Saved data entries
<<<<
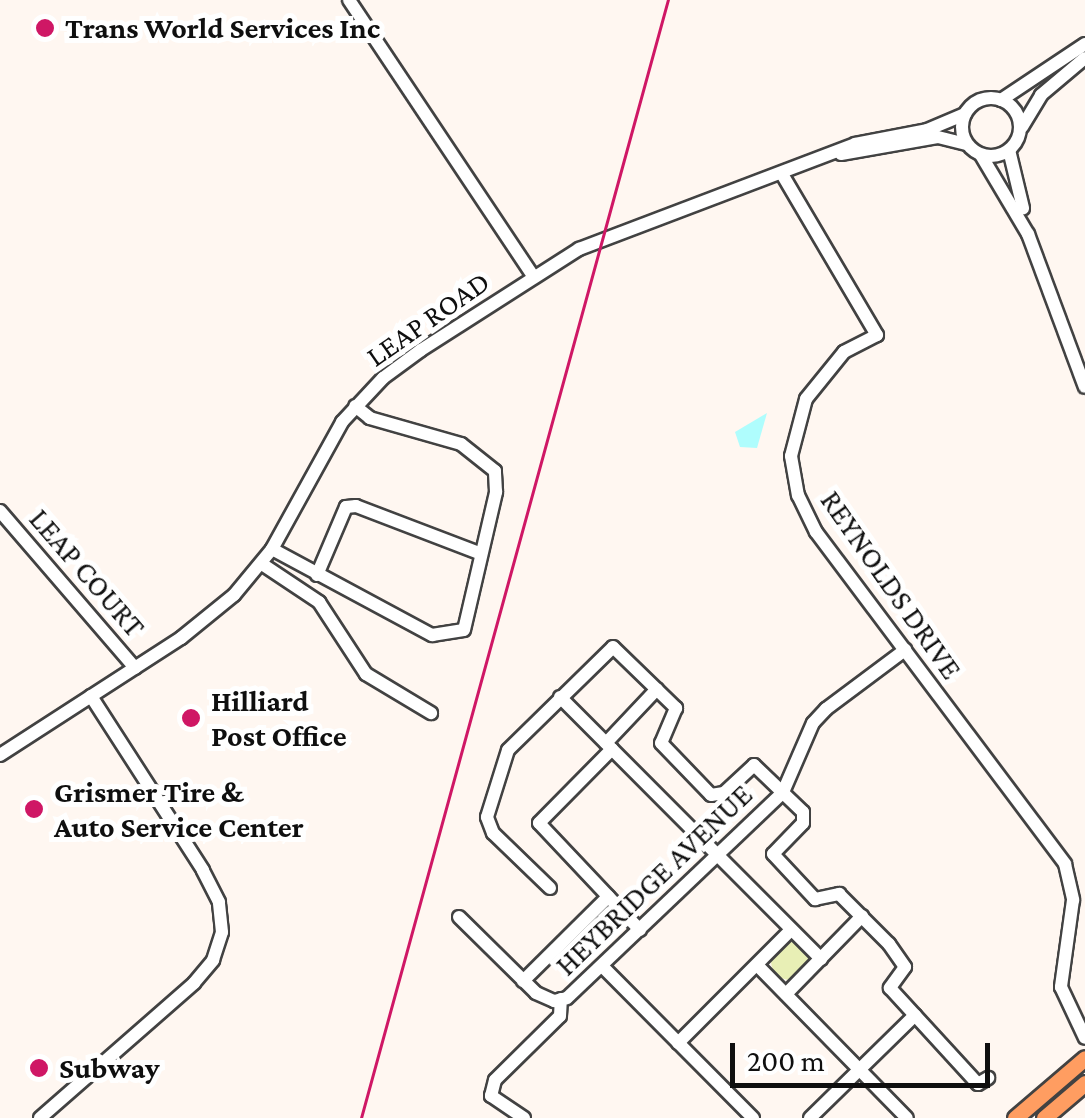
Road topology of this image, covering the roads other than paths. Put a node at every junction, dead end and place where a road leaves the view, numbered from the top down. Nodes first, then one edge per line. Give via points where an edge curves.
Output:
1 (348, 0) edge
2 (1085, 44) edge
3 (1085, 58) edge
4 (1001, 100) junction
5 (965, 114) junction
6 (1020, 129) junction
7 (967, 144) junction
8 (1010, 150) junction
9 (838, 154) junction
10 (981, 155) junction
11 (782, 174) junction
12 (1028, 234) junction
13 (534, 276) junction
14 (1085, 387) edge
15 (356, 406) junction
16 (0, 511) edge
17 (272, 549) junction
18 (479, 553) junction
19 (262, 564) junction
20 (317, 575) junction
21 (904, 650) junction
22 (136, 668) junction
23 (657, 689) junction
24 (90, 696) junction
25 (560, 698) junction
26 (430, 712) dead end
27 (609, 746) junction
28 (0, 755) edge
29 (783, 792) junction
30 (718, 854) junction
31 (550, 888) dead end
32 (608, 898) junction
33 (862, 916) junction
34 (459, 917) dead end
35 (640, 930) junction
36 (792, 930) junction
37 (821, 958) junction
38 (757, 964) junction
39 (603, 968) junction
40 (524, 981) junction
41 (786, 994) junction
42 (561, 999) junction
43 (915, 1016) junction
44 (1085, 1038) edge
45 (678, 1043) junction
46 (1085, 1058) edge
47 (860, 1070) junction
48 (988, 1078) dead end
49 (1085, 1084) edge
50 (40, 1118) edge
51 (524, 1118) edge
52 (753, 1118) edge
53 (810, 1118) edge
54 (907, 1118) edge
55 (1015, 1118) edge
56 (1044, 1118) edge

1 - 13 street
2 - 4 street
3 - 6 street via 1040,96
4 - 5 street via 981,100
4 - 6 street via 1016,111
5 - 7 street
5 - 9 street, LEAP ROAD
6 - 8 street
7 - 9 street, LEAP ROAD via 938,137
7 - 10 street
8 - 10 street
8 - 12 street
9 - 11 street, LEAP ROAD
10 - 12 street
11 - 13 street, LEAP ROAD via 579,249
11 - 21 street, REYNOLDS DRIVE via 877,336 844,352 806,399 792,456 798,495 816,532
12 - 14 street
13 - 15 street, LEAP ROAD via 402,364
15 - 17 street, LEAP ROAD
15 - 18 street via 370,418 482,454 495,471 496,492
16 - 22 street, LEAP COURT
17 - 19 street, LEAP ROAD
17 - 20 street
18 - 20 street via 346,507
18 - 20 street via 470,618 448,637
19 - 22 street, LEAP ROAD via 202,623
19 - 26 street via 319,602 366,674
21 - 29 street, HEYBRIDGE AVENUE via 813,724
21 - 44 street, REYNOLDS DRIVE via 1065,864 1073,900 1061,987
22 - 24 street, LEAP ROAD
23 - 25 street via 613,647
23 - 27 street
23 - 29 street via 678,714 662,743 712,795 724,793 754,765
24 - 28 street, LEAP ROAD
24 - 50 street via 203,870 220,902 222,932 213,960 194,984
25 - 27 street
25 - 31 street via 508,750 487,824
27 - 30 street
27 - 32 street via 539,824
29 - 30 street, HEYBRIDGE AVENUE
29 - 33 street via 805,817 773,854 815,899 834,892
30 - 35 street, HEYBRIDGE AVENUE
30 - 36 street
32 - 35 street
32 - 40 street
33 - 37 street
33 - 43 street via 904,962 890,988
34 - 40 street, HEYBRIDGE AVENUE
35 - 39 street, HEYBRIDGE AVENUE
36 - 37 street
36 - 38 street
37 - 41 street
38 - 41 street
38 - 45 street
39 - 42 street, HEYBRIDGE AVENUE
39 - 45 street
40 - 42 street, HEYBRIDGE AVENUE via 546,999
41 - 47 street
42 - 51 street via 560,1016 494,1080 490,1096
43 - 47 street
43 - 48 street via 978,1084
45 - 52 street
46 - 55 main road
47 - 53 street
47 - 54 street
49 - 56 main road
>>>>
<<<<
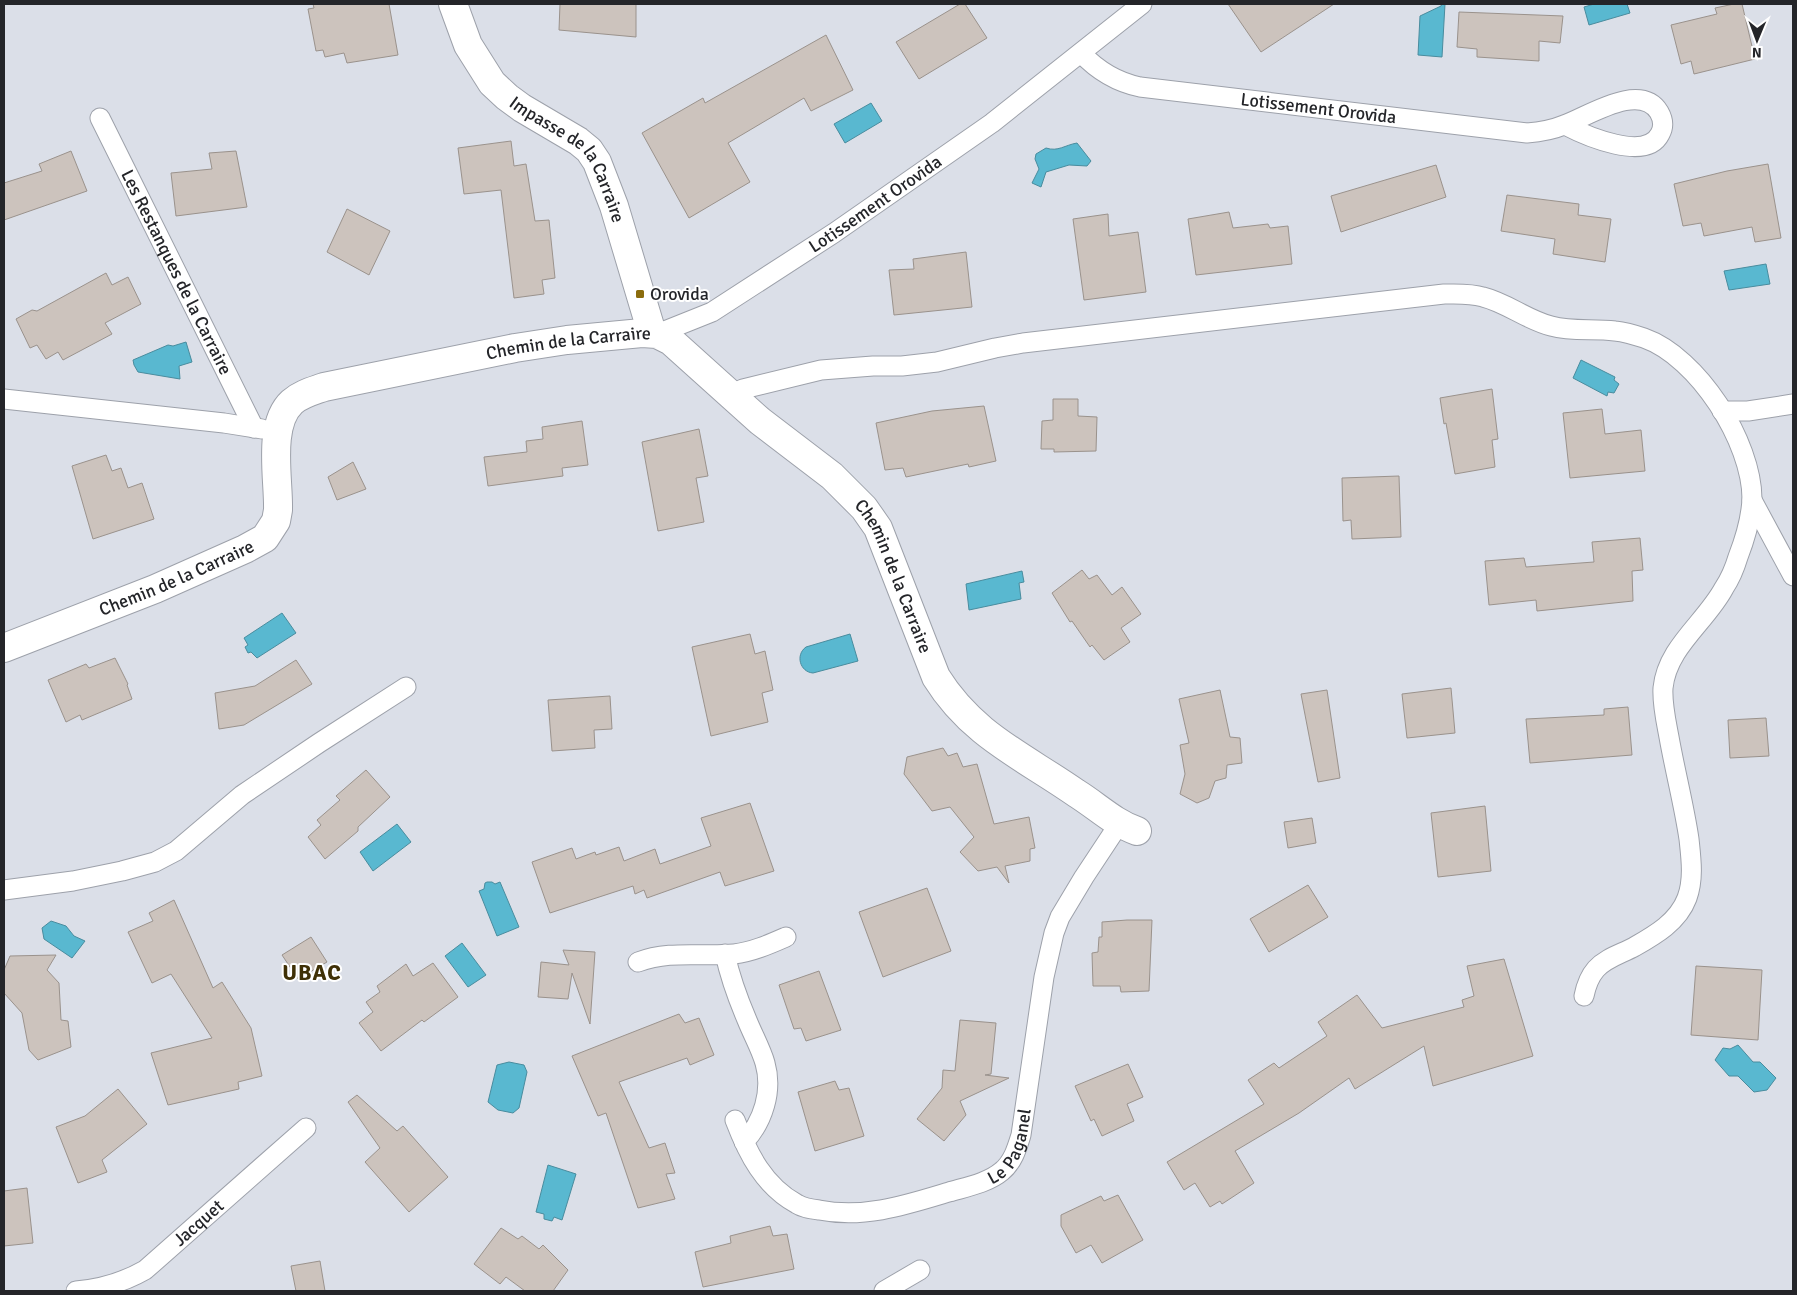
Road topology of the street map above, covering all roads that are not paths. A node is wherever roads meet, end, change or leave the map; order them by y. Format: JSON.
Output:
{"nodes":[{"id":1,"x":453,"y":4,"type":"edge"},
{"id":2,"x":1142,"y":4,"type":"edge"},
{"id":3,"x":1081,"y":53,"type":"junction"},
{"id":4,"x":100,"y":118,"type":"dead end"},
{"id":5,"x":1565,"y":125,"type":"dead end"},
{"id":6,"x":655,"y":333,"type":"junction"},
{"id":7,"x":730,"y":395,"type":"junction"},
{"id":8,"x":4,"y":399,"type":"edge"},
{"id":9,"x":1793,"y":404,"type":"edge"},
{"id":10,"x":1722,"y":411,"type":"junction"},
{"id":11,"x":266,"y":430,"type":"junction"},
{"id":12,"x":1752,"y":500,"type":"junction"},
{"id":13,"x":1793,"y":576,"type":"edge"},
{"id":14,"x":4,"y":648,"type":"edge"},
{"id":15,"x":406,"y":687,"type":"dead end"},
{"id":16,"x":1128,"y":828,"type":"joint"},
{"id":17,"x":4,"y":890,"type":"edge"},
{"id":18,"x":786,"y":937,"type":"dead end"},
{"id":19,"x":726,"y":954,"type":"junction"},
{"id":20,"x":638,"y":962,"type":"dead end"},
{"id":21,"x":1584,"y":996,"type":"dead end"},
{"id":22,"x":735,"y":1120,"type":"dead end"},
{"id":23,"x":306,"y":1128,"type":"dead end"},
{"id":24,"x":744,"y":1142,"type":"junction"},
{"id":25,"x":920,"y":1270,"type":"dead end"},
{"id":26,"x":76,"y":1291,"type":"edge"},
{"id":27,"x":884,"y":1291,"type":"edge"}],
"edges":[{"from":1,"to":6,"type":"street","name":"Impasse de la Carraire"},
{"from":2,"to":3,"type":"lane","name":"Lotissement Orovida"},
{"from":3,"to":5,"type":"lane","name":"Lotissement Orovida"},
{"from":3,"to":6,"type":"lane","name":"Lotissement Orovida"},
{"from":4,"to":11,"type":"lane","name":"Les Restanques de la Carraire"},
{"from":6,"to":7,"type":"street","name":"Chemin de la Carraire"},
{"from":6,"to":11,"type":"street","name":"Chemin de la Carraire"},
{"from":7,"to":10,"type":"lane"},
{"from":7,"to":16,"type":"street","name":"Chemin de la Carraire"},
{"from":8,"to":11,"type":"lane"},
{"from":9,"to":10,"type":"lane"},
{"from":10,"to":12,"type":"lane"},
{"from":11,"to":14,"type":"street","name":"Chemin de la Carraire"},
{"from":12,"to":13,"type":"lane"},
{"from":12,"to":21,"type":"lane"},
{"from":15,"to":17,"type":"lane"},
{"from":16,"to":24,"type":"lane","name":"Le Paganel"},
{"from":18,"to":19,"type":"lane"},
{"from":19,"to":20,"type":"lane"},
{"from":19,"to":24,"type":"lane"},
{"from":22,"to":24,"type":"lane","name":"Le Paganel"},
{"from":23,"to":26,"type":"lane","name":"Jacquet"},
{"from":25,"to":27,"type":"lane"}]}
>>>>
<<<<
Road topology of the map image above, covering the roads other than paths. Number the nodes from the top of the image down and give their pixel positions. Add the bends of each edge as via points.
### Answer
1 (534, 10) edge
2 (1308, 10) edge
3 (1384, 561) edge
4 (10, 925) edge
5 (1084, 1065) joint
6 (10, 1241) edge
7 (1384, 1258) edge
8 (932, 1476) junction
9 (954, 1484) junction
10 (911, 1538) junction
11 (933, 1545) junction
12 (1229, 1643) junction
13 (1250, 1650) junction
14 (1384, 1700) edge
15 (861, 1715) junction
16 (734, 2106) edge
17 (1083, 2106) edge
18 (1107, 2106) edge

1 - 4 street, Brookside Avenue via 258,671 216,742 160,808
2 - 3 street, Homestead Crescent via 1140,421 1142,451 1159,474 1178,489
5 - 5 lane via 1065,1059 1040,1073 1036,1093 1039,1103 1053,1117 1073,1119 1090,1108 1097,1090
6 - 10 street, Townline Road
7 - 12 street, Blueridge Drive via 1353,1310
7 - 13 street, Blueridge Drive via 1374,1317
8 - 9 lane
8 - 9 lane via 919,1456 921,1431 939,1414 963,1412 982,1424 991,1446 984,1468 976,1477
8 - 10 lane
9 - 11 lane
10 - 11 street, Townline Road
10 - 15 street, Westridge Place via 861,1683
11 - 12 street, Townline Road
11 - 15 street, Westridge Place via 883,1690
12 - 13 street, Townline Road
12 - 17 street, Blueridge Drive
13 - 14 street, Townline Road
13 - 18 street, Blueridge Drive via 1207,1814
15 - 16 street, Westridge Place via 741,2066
>>>>
__Task brief__
Which lines hold the string "roads"? Copy all of them from the data above.

__Exercise result__
Road topology of this image, covering the roads other than paths. Put a node at every junction, dead end and place where a road leaves the view, numbered from the top down. Nodes first, then one edge per line. Give via points where an edge curves.
Road topology of the street map above, covering all roads that are not paths. A node is wherever roads meet, end, change or leave the map; order them by y. Format: JSON.
Road topology of the map image above, covering the roads other than paths. Number the nodes from the top of the image down and give their pixel positions. Add the bends of each edge as via points.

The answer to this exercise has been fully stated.